860F.00/626: Telegram

The Ambassador in France (Bullitt) to the Secretary of State

480. I called on Bonnet69 this evening to ask for information with regard to the situation in Slovakia. He read to me a telegram which [Page 39] he had just received from Coulondre, French Ambassador in Berlin. Coulondre said that he had called on Weiszäcker70 today. Weiszäcker had said that there were 12 to 14 German divisions on the Czech frontier. The German Government considered the Government of M. Tiso the only legal government of Slovakia and had warned the Czechoslovak Government not to interfere with its operations. No ultimatum had yet been sent to the Czechoslovak Government.

The British Chargé d’Affaires in Berlin also saw Weiszäcker today and his impression was that the Germans did not intend to march into the territories controlled by the Czechoslovak Government.

On the other hand, the French Minister in Praha had telegraphed that both he and the Government in Praha believed that a German attack on the Czechoslovak Army was imminent. The Germans desired to destroy all power of resistance of the Czechoslovaks and for this purpose desired to destroy completely the Czechoslovak Army.

Bonnet said that he personally did not believe that Germany would go this far at once.

While I was with Bonnet he telephoned to Daladier71 and consulted him with regard to the course that France should pursue, giving him the information recorded above.

Daladier and Bonnet decided that Bonnet should send immediately an instruction to Coulondre in Berlin ordering him to go at once to the German Foreign Office and to state that present German actions were in entire disaccord with the Munich agreements and that the French Government would regard most seriously any entry of German troops into the territories now controlled by the Czechoslovak Government. Coulondre was given discretion as to the wording of his remarks even to the point of being authorized to make them in the form of asking for information.

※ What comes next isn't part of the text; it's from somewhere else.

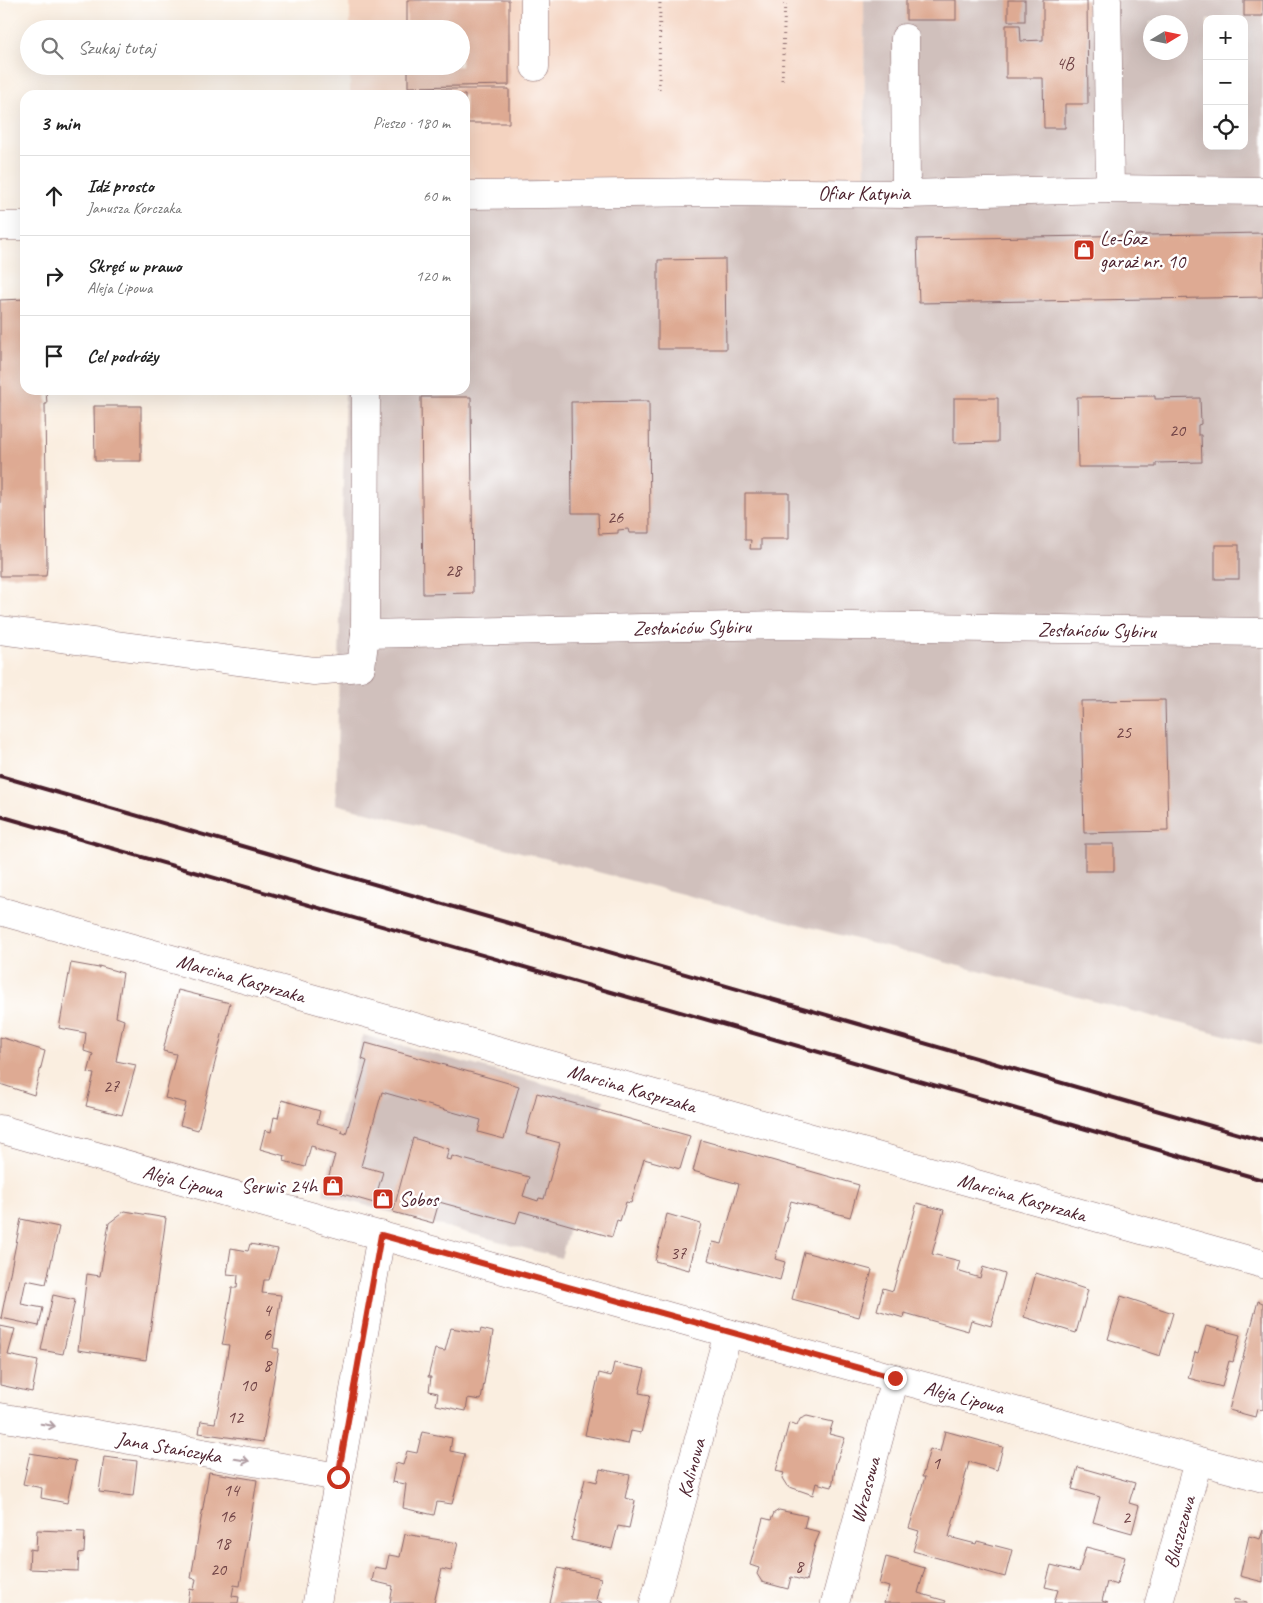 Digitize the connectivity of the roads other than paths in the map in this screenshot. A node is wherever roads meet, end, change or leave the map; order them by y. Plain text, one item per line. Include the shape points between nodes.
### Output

Bonnet said that the British Government had been in contact with him this afternoon and that the British simply did not know what to do.

I asked Bonnet what action would be taken by the French Government if in spite of Coulondre’s démarche German troops should enter Czech territories. He said he had no idea, which is quite true.

  1. Georges Bonnet, French Minister for Foreign Affairs.
  2. Baron Ernst von Weiszäcker, State Secretary in the German Foreign Office.
  3. Édouard Daladier, President of the French Council of Ministers.